The Toronto stock market edged into the red Wednesday afternoon as signs of strong Canadian economic growth to start the year ran up against a negative private-sector employment report from the United States.

The S&P/TSX composite index was down 3.77 points to 12,040.44 in the final trading session of the second quarter.

Statistics Canada reported real GDP advanced 0.6 per cent in January, its fifth straight monthly increase. That was slightly ahead of the bullish estimate of a 0.5 per cent increase from December, or six per cent annualized, that economists had expected.

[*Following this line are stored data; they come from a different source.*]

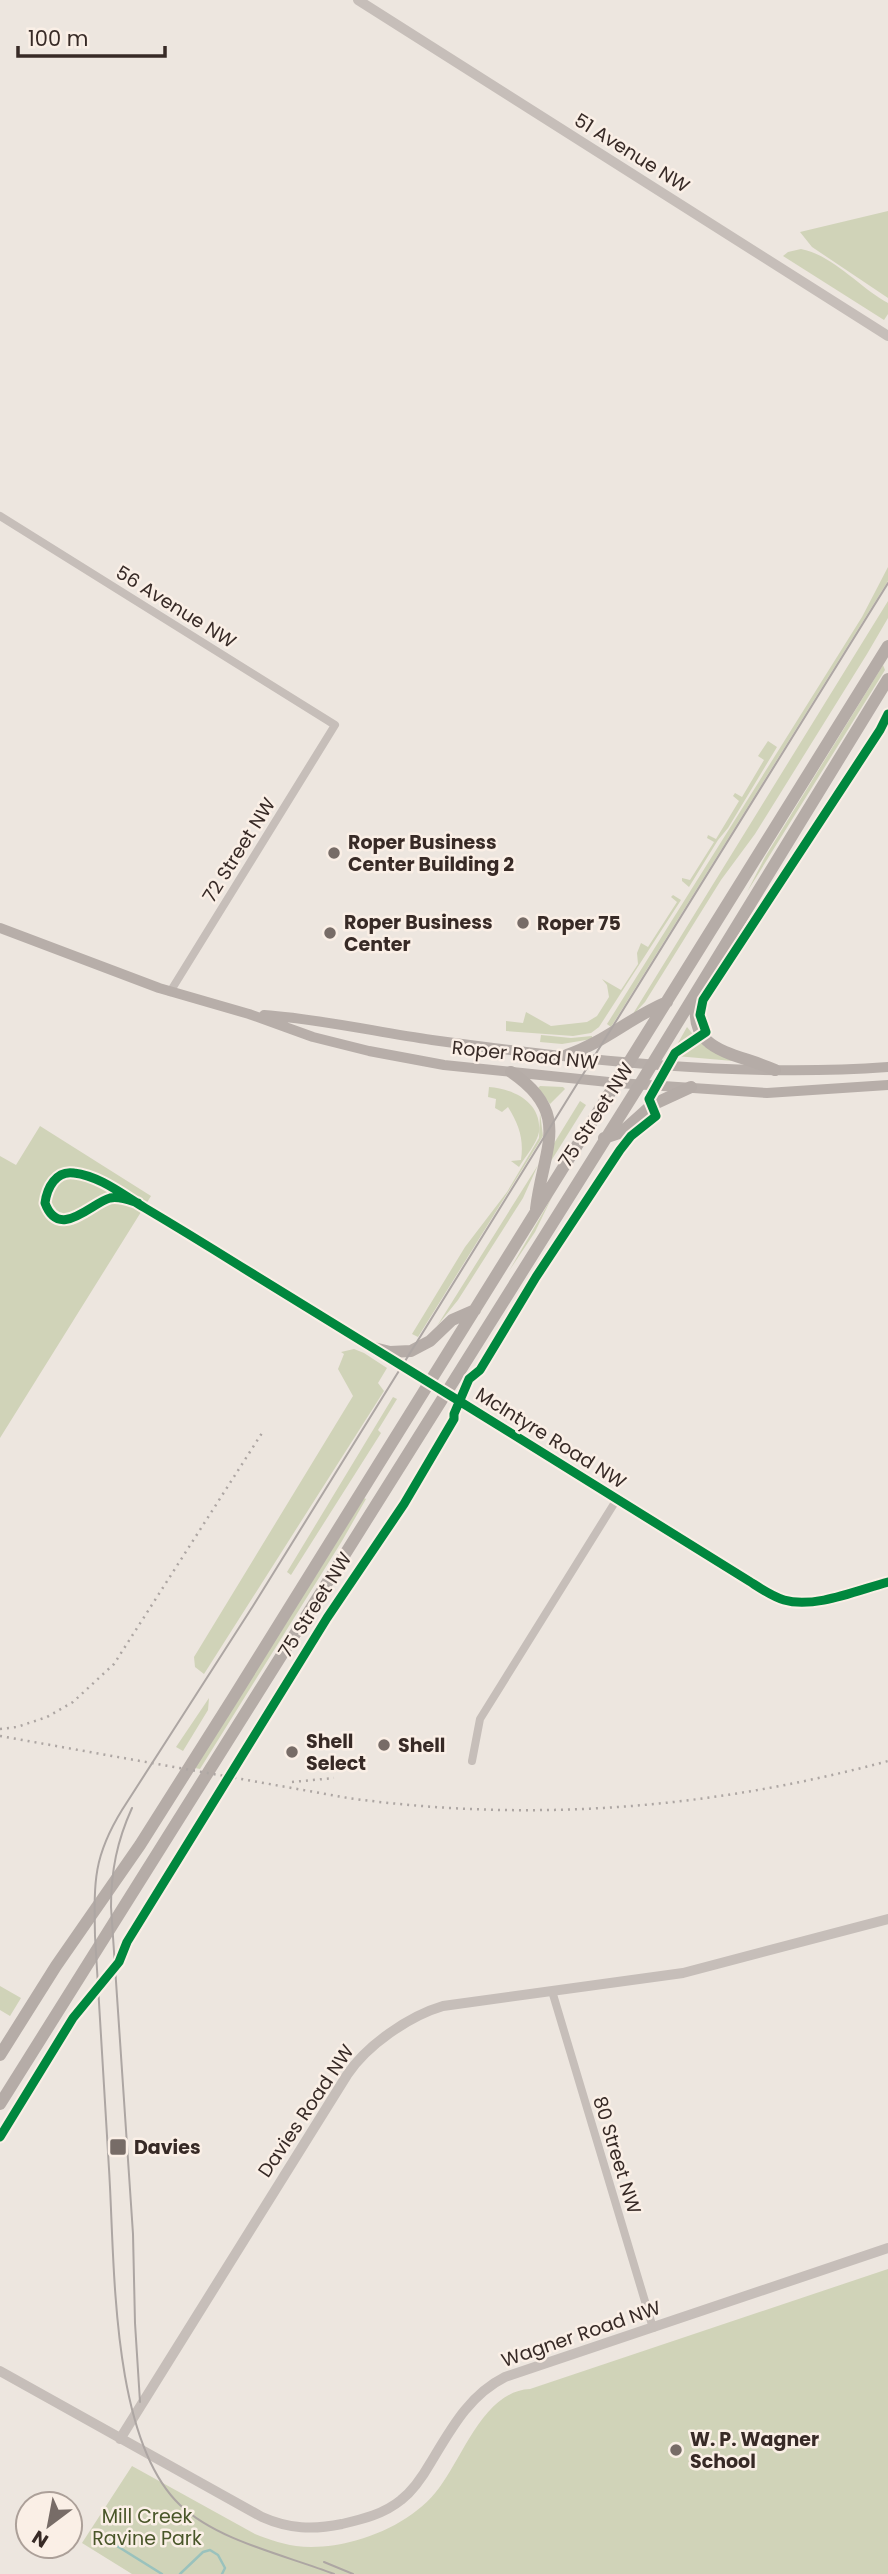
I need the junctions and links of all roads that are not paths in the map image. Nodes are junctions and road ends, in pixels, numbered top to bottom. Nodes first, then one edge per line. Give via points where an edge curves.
1 (358, 0) edge
2 (888, 336) edge
3 (0, 516) edge
4 (887, 649) edge
5 (888, 679) edge
6 (335, 725) joint
7 (0, 928) edge
8 (701, 982) junction
9 (170, 992) junction
10 (667, 1001) junction
11 (249, 1014) junction
12 (567, 1055) junction
13 (631, 1061) junction
14 (653, 1063) junction
15 (888, 1067) edge
16 (775, 1070) junction
17 (511, 1072) junction
18 (618, 1083) junction
19 (640, 1084) junction
20 (888, 1085) edge
21 (691, 1087) junction
22 (604, 1139) junction
23 (138, 1203) junction
24 (535, 1214) junction
25 (475, 1310) junction
26 (374, 1348) junction
27 (430, 1383) junction
28 (445, 1392) junction
29 (617, 1499) junction
30 (888, 1582) edge
31 (472, 1761) dead end
32 (888, 1919) edge
33 (552, 1991) junction
34 (0, 2055) edge
35 (0, 2104) edge
36 (888, 2248) edge
37 (653, 2328) junction
38 (0, 2371) edge
39 (120, 2439) junction

1 - 2 street, 51 Avenue NW
3 - 6 street, 56 Avenue NW
4 - 10 main road, 75 Street NW
5 - 8 main road, 75 Street NW
6 - 9 street, 72 Street NW
7 - 9 main road, Roper Road NW
8 - 14 main road, 75 Street NW
8 - 16 main road via 694,1015 701,1035 719,1049
9 - 11 main road, Roper Road NW
10 - 12 main road via 642,1012 602,1041
10 - 13 main road, 75 Street NW
11 - 12 main road, Roper Road NW via 310,1018 362,1030
11 - 17 main road, Roper Road NW via 358,1049
12 - 13 main road, Roper Road NW
13 - 14 main road, Roper Road NW
13 - 18 main road, 75 Street NW
14 - 16 main road, Roper Road NW
14 - 19 main road, 75 Street NW
15 - 16 main road, Roper Road NW
17 - 18 main road, Roper Road NW
17 - 24 main road via 541,1098 548,1119
18 - 19 main road, Roper Road NW
18 - 24 main road, 75 Street NW
19 - 21 main road, Roper Road NW
19 - 22 main road, 75 Street NW
20 - 21 main road, Roper Road NW via 767,1093
21 - 22 main road via 652,1105 622,1132
22 - 28 main road, 75 Street NW
23 - 23 street, McIntyre Road NW via 110,1198 65,1220 53,1215 45,1203 52,1182 72,1172
23 - 26 street, McIntyre Road NW
24 - 25 main road, 75 Street NW
25 - 26 main road via 452,1320 411,1352
25 - 27 main road, 75 Street NW
26 - 27 street, McIntyre Road NW
27 - 28 street, McIntyre Road NW
27 - 34 main road, 75 Street NW via 147,1834
28 - 29 street, McIntyre Road NW
28 - 35 main road, 75 Street NW
29 - 30 street, McIntyre Road NW via 780,1599 811,1602
29 - 31 street, McIntyre Road NW via 480,1719
32 - 33 street, Davies Road NW via 704,1968
33 - 37 street, 80 Street NW
33 - 39 street, Davies Road NW via 436,2008 359,2057
36 - 37 street, Wagner Road NW
37 - 39 street, Wagner Road NW via 491,2384 467,2407 403,2499 377,2514 343,2524 312,2528 278,2524
38 - 39 street, Wagner Road NW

“The Canadian economy really continues to benefit from a stronger consumer, government spending and strong construction sector,” said Jeffrey Bradacs, senior investment analyst at MFC.

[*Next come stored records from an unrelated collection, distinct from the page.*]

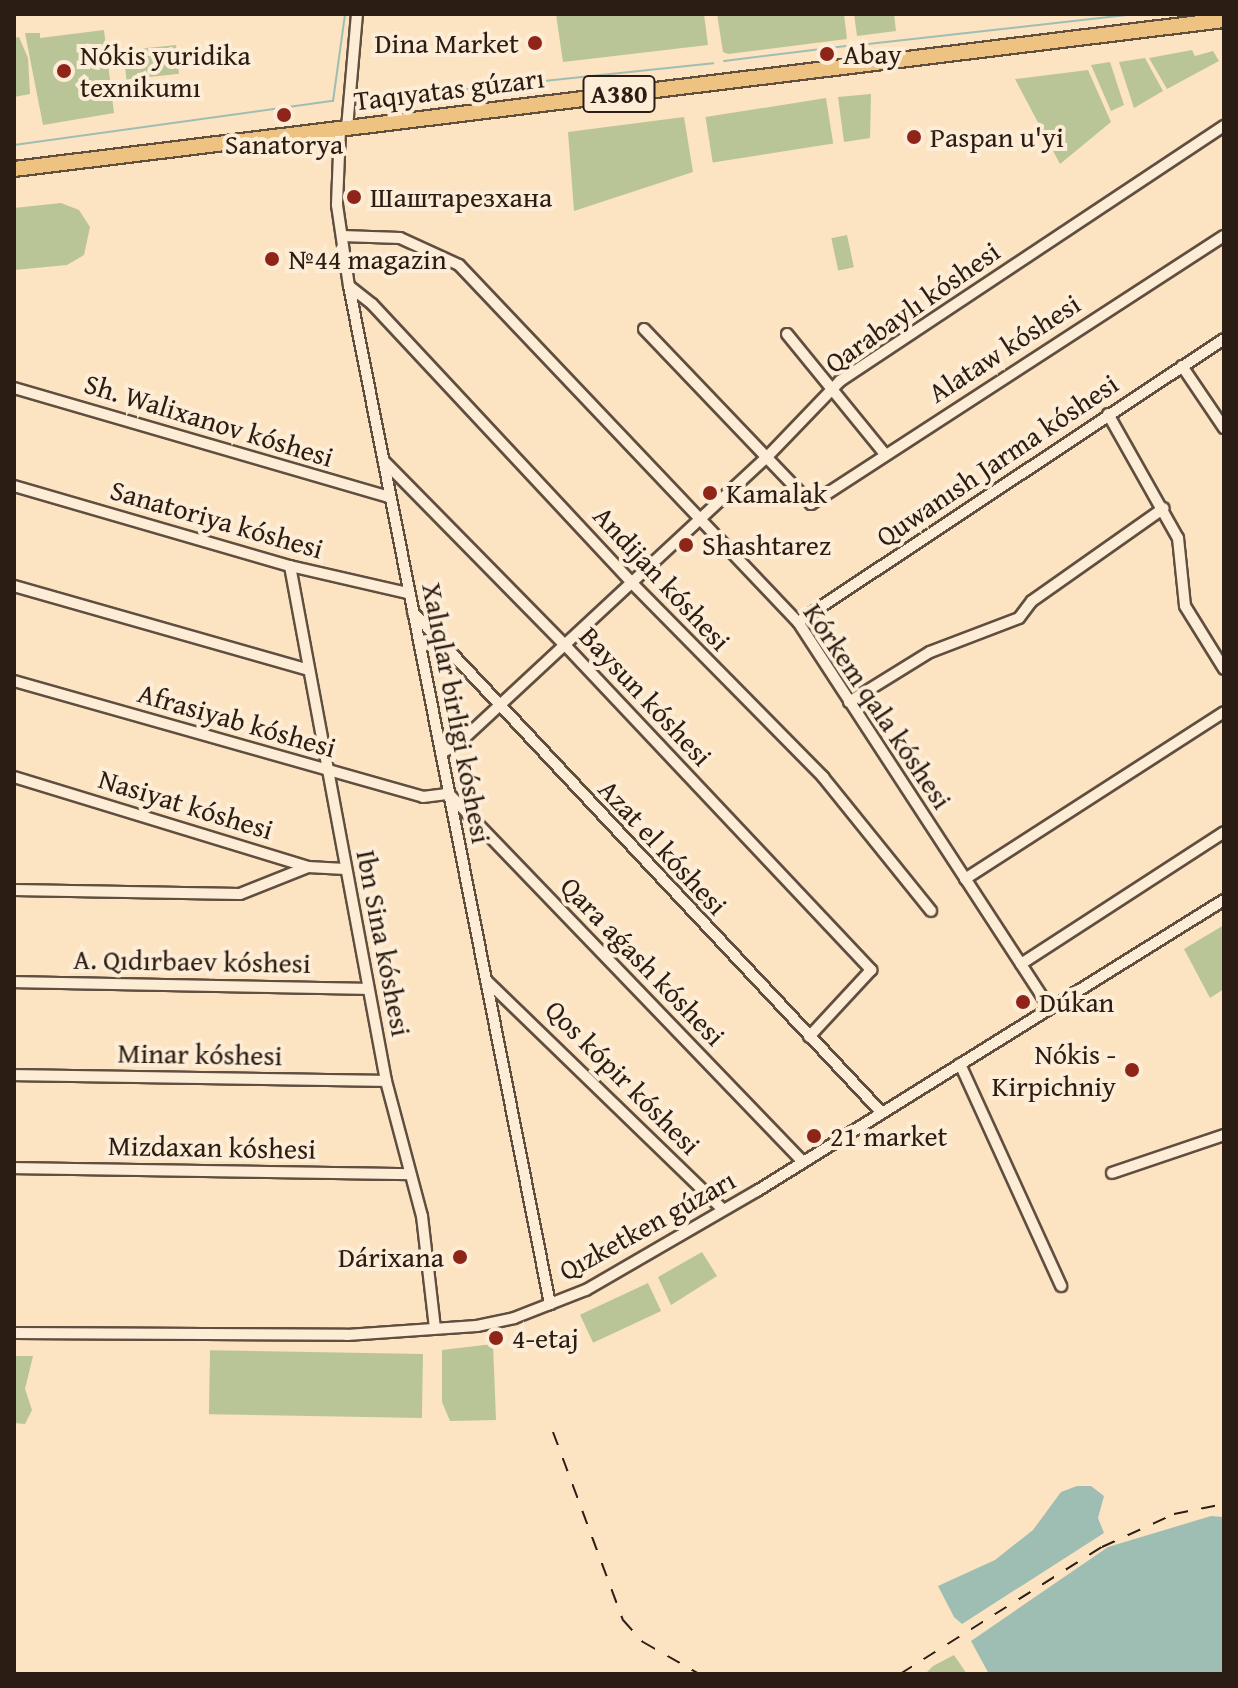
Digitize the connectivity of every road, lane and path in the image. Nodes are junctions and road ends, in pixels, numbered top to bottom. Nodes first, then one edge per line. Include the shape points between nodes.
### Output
1 (357, 14) edge
2 (1224, 20) edge
3 (1224, 126) edge
4 (344, 128) junction
5 (14, 169) edge
6 (342, 236) junction
7 (1224, 236) edge
8 (349, 286) junction
9 (644, 329) dead end
10 (787, 334) dead end
11 (1224, 339) edge
12 (1182, 366) junction
13 (14, 388) edge
14 (832, 391) junction
15 (1108, 414) junction
16 (1224, 428) edge
17 (884, 453) junction
18 (766, 458) junction
19 (382, 459) junction
20 (14, 486) edge
21 (390, 497) junction
22 (1164, 508) junction
23 (699, 520) junction
24 (290, 566) junction
25 (631, 582) junction
26 (14, 586) edge
27 (408, 593) junction
28 (412, 611) junction
29 (798, 622) junction
30 (564, 644) junction
31 (306, 669) junction
32 (1224, 669) edge
33 (14, 681) edge
34 (849, 702) junction
35 (498, 706) junction
36 (1224, 712) edge
37 (441, 753) junction
38 (326, 771) junction
39 (14, 777) edge
40 (449, 794) junction
41 (1224, 832) edge
42 (308, 867) junction
43 (345, 869) junction
44 (965, 879) junction
45 (14, 890) edge
46 (1224, 900) edge
47 (931, 911) dead end
48 (1021, 964) junction
49 (486, 980) junction
50 (14, 982) edge
51 (368, 989) junction
52 (1050, 1008) junction
53 (809, 1037) junction
54 (960, 1064) junction
55 (14, 1075) edge
56 (386, 1081) junction
57 (882, 1113) junction
58 (1224, 1135) edge
59 (803, 1162) junction
60 (14, 1168) edge
61 (1112, 1173) dead end
62 (409, 1174) junction
63 (723, 1210) junction
64 (1061, 1286) dead end
65 (550, 1304) junction
66 (435, 1328) junction
67 (14, 1333) edge

1 - 4 street, Xalıqlar birligi kóshesi
2 - 4 highway, Taqıyatas gúzarı / A380
3 - 14 street, Qarabaylı kóshesi
4 - 5 highway, Taqıyatas gúzarı / A380
4 - 6 street, Xalıqlar birligi kóshesi
6 - 8 street, Xalıqlar birligi kóshesi
6 - 23 street, Kórkem qala kóshesi via 400,238 459,265
7 - 17 street, Alataw kóshesi
8 - 19 street, Xalıqlar birligi kóshesi
8 - 25 street, Andijan kóshesi via 372,304
9 - 18 street
10 - 14 street
11 - 12 street, Quwanısh Jarma kóshesi
12 - 15 street, Quwanısh Jarma kóshesi
12 - 16 street
13 - 21 street, Sh. Walixanov kóshesi
14 - 17 street
14 - 18 street, Qarabaylı kóshesi
15 - 22 street
15 - 29 street, Quwanısh Jarma kóshesi
17 - 18 street, Alataw kóshesi via 811,504
18 - 23 street, Qarabaylı kóshesi
19 - 21 street, Xalıqlar birligi kóshesi
19 - 30 street, Baysun kóshesi
20 - 24 street, Sanatoriya kóshesi
21 - 27 street, Xalıqlar birligi kóshesi
22 - 32 street via 1183,554 1185,606
22 - 34 street via 1032,601 1019,618 930,652
23 - 25 street, Qarabaylı kóshesi
23 - 29 street, Kórkem qala kóshesi
24 - 27 street, Sanatoriya kóshesi
24 - 31 street, Ibn Sina kóshesi
25 - 30 street, Qarabaylı kóshesi
25 - 47 street, Andijan kóshesi via 823,777
26 - 31 street
27 - 28 street, Xalıqlar birligi kóshesi
28 - 35 street, Azat el kóshesi
28 - 37 street, Xalıqlar birligi kóshesi
29 - 34 street, Kórkem qala kóshesi
30 - 35 street, Qarabaylı kóshesi
30 - 53 street, Baysun kóshesi via 871,970
31 - 38 street, Ibn Sina kóshesi
33 - 38 street, Afrasiyab kóshesi
34 - 44 street, Kórkem qala kóshesi
35 - 37 street, Qarabaylı kóshesi
35 - 53 street, Azat el kóshesi
36 - 44 street
37 - 40 street, Xalıqlar birligi kóshesi
38 - 40 street, Afrasiyab kóshesi via 423,797
38 - 43 street, Ibn Sina kóshesi
39 - 42 street, Nasiyat kóshesi
40 - 49 street, Xalıqlar birligi kóshesi
40 - 59 street, Qara aǵash kóshesi
41 - 48 street
42 - 43 street, Nasiyat kóshesi
42 - 45 street via 240,894
43 - 51 street, Ibn Sina kóshesi
44 - 48 street, Kórkem qala kóshesi
46 - 52 street, Qızketken gúzarı
48 - 52 street, Kórkem qala kóshesi
49 - 63 street, Qos kópir kóshesi
49 - 65 street, Xalıqlar birligi kóshesi
50 - 51 street, A. Qıdırbaev kóshesi
51 - 56 street, Ibn Sina kóshesi
52 - 54 street, Qızketken gúzarı
53 - 57 street, Azat el kóshesi
54 - 57 street, Qızketken gúzarı
54 - 64 street
55 - 56 street, Minar kóshesi
56 - 62 street, Ibn Sina kóshesi
57 - 59 street, Qızketken gúzarı
58 - 61 street
59 - 63 street, Qızketken gúzarı
60 - 62 street, Mizdaxan kóshesi
62 - 66 street, Ibn Sina kóshesi via 422,1216
63 - 65 street, Qızketken gúzarı via 586,1290
65 - 66 street, Qızketken gúzarı via 477,1326
66 - 67 street, Qızketken gúzarı via 347,1335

“GDP growth for the first quarter continues to outpace the bank of Canada’s forecast, and that increases the likelihood of a rate increase in June.”

The Canadian dollar, which has been hovering just below parity with the American currency, was ahead 0.46 of a cent to 98.55 cents US early Wednesday.

A separate report from Statistics Canada showed that total hours worked by payroll employees increased by 0.3 per cent in January while non-farm payroll employment was virtually unchanged.

TSX metals stocks were up 0.4 per cent on a flurry of activity in the sector. Inmet Mining Corp. (TSX:IMN) has arranged a $500-million equity financing through Ellington Investments Pte. Ltd., a subsidiary of a Singapore-based investment company with holdings in Asia and Latin America. Shares rose eight per cent, or $4.45, to $59.95.

Meanwhile, Wallbridge Mining Company Ltd. (TSX:WM) says it will spin off all its copper, gold and molybdenum properties in British Columbia to a new independent company called Miocene Metals Ltd. Its shares were up 2.5 cents to 28 cents.

The gold sector was also ahead, 1.1 per cent higher, as the May gold contract increased $9.90 to $1,114.40 an ounce on the New York Mercantile Exchange. The May copper contract lost one cent to a 19-month high of US$3.55 a pound.

Energy stocks lifted 0.9 per cent with the May crude contract on the NYSE ahead $1.33 cents to US$83.70 a barrel.

The information technology sector backed off 0.8 per cent ahead of earnings from BlackBerry-maker Research In Motion (TSX:RIM) scheduled after the closing bell. It shares were down 47 cents to $75.79.

On Wall Street, the Dow Jones industrial average dipped 14 points to 10,893. The Nasdaq composite index rose four points to 2,415 while the S&P 500 index was flat at 1,174.

In the U.S., payroll company ADP says employers slashed 23,000 jobs in March, compared to economists predictions which had forecast companies would add 40,000 jobs during the month.

The ADP report is seen as an early indicator of the U.S. Labour Department’s closely watched monthly employment report, which is due out Friday. However, there can be wide variations because ADP only accounts for private-sector jobs.

Economists expect the government report to show employers added 190,000 jobs in March. It would be only the second monthly increase in jobs since the recession began in late 2007. The number could be somewhat inflated because many temporary workers were hired to conduct the 2010 census.

Employment growth is considered vital to a strong recovery in the U.S. because it will give consumers more confidence to go out and spend money, the biggest driver of economic activity in the country.

The ADP report also outshone data from the U.S. Commerce Department showing that factory orders rose 0.6 per cent last month, a decrease from January’s upwardly revised gain of 2.5 per cent. Analysts polled by Thomson Reuters forecast an increase of 0.5 per cent.